前回の投稿とはちょっと違います。
前回の話は、歯周病の進行が著しく、
しっかりと咬む力に耐えられない程に歯を支える骨が失われてしまった歯を
【そのまま】にしたら周りの歯がどうなるのか?
この【そのまま】がポイントです。
何も治療を行わなかったら、隣の歯も歯を支える骨が大きく失われてしまいます。
では、徹底的に治療を行ったらどうなるのか?
を調べた研究です。
問
しっかりと咬む力に耐えられない程に歯を支える骨が失われてしまった歯を
徹底的に治療を行った場合と、抜歯をした場合とで
隣の歯はどうなるのか?
答
Machtei 2007
歯を残して徹底的な治療を行ったグループは、隣の歯を支える骨の喪失を防止し骨が増えた。
隣の歯に大きな悪影響を与えなかった。
しかし、抜歯をした方が骨が増える量が僅かに多かった。
ただし、対象者は全て歯周病を悪化させる全身疾患が無く非喫煙者でした。
保存が絶望的な歯でも徹底的に治療を行ったら、隣の歯への悪影響はありません。
しかし、絶望的な歯は治療をしても咬む力に耐えられないことは変わりません。
隣の歯への悪影響を防止するだけです。
では、実際に歯周病が進行して歯の保存が絶望的で咬む力に耐えられない場合
抜歯を行わず、隣の歯への悪影響も防ぐため、
費用と時間をかけて(それなりにかかると思われます。

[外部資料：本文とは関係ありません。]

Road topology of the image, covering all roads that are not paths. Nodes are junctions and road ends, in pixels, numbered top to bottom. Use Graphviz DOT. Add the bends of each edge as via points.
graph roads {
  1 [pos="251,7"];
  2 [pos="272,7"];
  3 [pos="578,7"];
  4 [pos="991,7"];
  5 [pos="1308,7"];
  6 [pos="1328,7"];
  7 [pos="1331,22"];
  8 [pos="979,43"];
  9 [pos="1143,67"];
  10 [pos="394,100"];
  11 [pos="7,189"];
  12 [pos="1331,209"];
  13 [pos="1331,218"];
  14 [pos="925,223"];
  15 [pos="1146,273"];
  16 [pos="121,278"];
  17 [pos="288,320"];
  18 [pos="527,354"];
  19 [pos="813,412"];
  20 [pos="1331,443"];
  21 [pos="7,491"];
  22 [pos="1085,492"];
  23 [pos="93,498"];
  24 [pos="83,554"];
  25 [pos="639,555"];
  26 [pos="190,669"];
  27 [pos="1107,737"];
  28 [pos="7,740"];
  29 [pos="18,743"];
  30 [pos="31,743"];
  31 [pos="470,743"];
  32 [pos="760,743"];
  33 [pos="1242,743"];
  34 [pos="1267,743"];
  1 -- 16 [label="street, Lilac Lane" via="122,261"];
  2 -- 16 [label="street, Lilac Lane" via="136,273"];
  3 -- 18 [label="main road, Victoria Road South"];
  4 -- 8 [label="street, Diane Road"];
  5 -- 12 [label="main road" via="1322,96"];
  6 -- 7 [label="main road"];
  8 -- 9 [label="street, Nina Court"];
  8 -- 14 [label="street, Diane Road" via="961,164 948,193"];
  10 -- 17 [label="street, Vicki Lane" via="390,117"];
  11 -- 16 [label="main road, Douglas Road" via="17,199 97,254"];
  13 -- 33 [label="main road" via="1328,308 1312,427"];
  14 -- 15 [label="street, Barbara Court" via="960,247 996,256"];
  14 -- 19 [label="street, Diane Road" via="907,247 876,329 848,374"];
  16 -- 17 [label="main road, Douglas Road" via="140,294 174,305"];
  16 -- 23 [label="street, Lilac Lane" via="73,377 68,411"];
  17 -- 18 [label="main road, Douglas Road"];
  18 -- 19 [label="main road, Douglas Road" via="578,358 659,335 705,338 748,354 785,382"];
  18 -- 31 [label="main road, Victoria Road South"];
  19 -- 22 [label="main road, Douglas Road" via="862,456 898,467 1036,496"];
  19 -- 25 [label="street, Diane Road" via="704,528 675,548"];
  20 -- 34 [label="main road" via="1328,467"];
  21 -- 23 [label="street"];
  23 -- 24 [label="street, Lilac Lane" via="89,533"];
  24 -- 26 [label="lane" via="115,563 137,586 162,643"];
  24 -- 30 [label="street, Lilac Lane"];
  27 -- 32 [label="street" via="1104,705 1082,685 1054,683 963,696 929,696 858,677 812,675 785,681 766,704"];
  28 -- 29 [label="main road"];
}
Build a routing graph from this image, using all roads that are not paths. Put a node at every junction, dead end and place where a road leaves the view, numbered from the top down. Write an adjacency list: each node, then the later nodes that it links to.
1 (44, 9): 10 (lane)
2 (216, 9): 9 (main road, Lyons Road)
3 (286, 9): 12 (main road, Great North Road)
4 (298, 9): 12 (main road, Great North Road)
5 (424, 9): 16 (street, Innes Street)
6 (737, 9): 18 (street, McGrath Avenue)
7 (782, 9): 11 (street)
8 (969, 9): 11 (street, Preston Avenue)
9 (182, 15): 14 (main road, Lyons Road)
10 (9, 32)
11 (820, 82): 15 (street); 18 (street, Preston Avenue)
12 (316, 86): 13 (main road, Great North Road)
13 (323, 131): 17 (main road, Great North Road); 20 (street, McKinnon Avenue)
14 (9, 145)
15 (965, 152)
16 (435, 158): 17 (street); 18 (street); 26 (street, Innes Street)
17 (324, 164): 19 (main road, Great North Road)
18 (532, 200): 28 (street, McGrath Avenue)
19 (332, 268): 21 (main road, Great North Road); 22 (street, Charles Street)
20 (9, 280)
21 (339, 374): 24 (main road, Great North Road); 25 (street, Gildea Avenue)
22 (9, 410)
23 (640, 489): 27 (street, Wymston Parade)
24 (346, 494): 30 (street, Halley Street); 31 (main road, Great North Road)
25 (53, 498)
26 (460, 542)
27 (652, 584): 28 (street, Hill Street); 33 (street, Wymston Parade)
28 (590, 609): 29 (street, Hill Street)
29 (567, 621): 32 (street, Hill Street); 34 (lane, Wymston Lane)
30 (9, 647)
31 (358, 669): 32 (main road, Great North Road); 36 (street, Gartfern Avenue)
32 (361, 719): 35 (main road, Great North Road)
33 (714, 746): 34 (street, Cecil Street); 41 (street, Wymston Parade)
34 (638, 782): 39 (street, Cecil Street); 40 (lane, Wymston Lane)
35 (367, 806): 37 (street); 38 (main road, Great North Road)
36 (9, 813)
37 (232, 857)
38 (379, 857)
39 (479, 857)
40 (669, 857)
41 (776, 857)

)徹底的に治療を行うか?
また、今回の研究の結果を踏まえるのであれば、同様に全身疾患が無く非喫煙者なのか?
その歯を残すことに、そこまでの価値があるのか?
等々、様々なことを検討する必要があります。
これらを考えて、患者さんと一緒に
どのような治療計画が良いのかを考えます。